Deferred Income Tax Assets

 

 

Non-capital losses

  

 

Total

 
At August 31, 2023  $7,201   $7,201 
Charged to the consolidated statement of comprehensive income   (4,333)   (4,333)
At August 31, 2024   2,868    2,868 
Charged to the consolidated statement of comprehensive income   (2,476)   (2,476)
At August 31, 2025  $392   $392 

Net deferred tax assets (liabilities)

          
At August 31, 2024  $(9,505)  $(9,505)
At August 31, 2025  $(15,670)  $(15,670)

 

The carrying value of Buckreef’s Mineral Property, Plant and Equipment is higher than their tax written down values due to historical mining incentives in Tanzania and accelerated depreciation for tax purposes. The taxable temporary difference between the carrying value of Mineral Property, Plant and Equipment and its tax basis in excess of available tax loss carry-forwards resulted in a deferred tax liability.

 

The following temporary differences have not been recognized in the Company’s consolidated financial statements:

 

          
   August 31, 2025   August 31, 2024 
Non-capital losses  $97,877   $93,678 
Property, plant and equipment   130    107 
Financing costs   442    827 
Total unrecognized temporary differences  $98,449   $94,612 

 

At August 31, 2025, non-capital losses include $48.0 million expiring between 2026 to 2045 (2024: $48.7 million expiring between 2026 to 2044) in Canada and $48.0 million (2024: $45.0 million) with no expiry date in Tanzania that may be used to offset against future taxable income in their respective jurisdictions.
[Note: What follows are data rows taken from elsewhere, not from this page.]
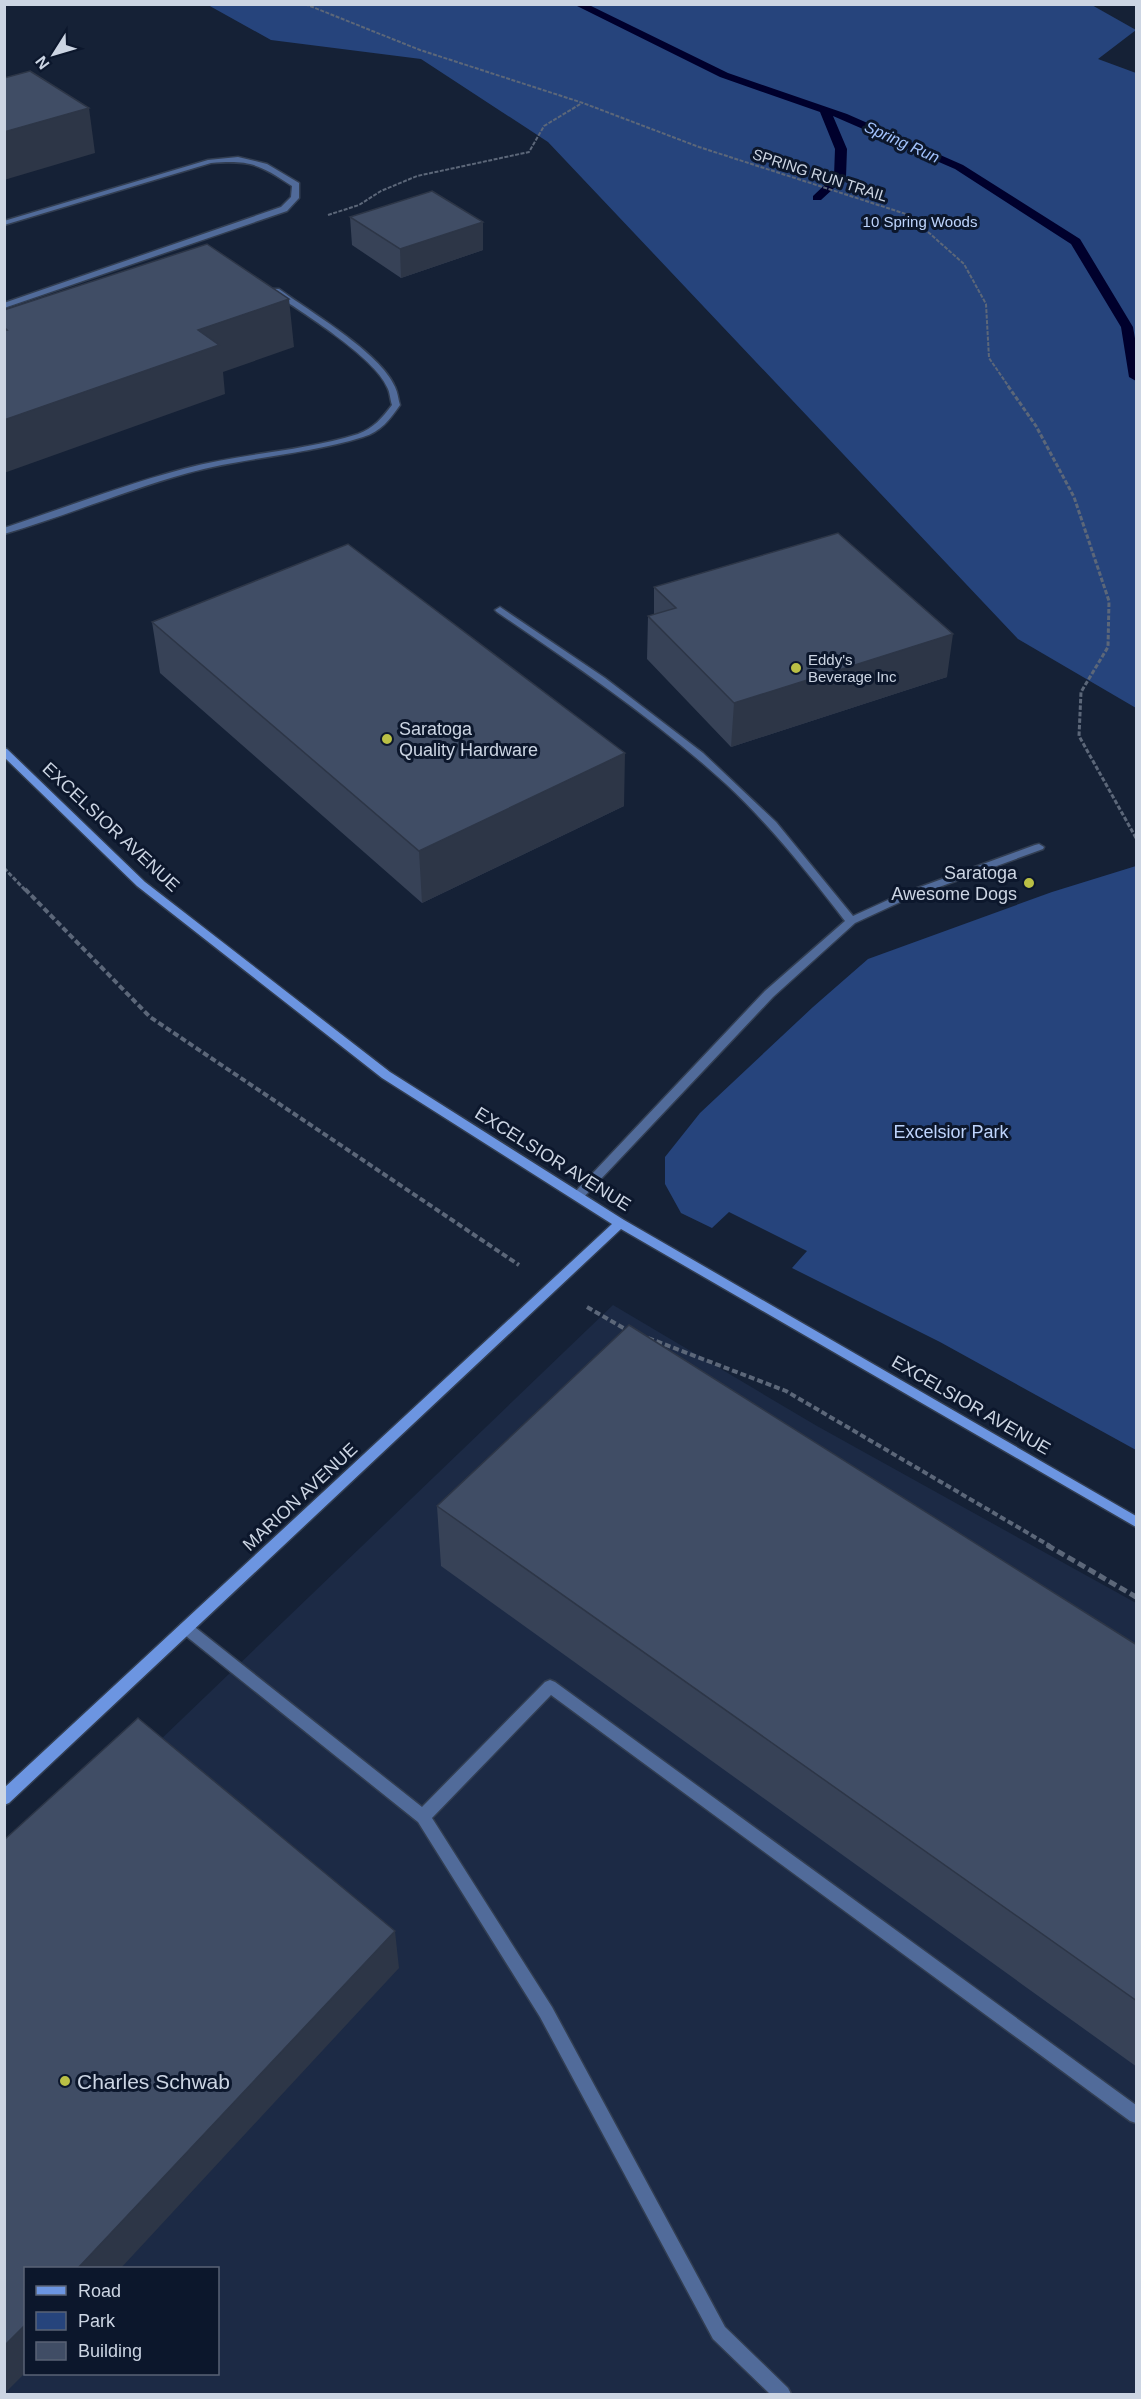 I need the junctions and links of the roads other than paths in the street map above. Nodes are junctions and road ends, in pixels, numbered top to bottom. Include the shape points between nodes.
1 (4, 223) edge
2 (275, 290) edge
3 (4, 306) edge
4 (4, 531) edge
5 (500, 610) dead end
6 (4, 751) edge
7 (1039, 847) dead end
8 (850, 921) junction
9 (578, 1197) junction
10 (620, 1223) junction
11 (1137, 1522) edge
12 (186, 1628) junction
13 (4, 1798) edge
14 (423, 1817) junction
15 (1137, 2115) edge
16 (782, 2394) edge

1 - 3 lane via 210,161 258,161 296,185 295,198 284,209
2 - 4 lane via 348,343 391,385 396,405 381,425 362,435 329,443 185,471
5 - 8 lane via 675,734 760,812
6 - 9 street, EXCELSIOR AVENUE via 141,884 386,1075
7 - 8 lane via 905,896
8 - 9 lane via 769,994
9 - 10 street, EXCELSIOR AVENUE
10 - 11 street, EXCELSIOR AVENUE
10 - 12 street, MARION AVENUE
12 - 13 street, MARION AVENUE
12 - 14 lane
14 - 15 lane via 550,1686
14 - 16 lane via 546,2012 719,2333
The maximum amount of tax losses that a business can utilize in Tanzania is 60% (2024: 60%) of its taxable profit for the current year. The remaining 30% of taxable profit is subject to a statutory tax rate of 30%. As a result, Buckreef’s current income tax is calculated at an effective tax rate of 12% (2024: 12%) until Buckreef’s tax loss carryforwards are fully utilized. Tax losses in Tanzania can only be utilized by the entity to which the tax losses relate to.

 

At August 31, 2025, $nil (2024: $nil) was recognized as a deferred tax liability for taxes that would be payable on the unremitted earnings the Company’s subsidiaries as the Company’s subsidiaries have a deficit.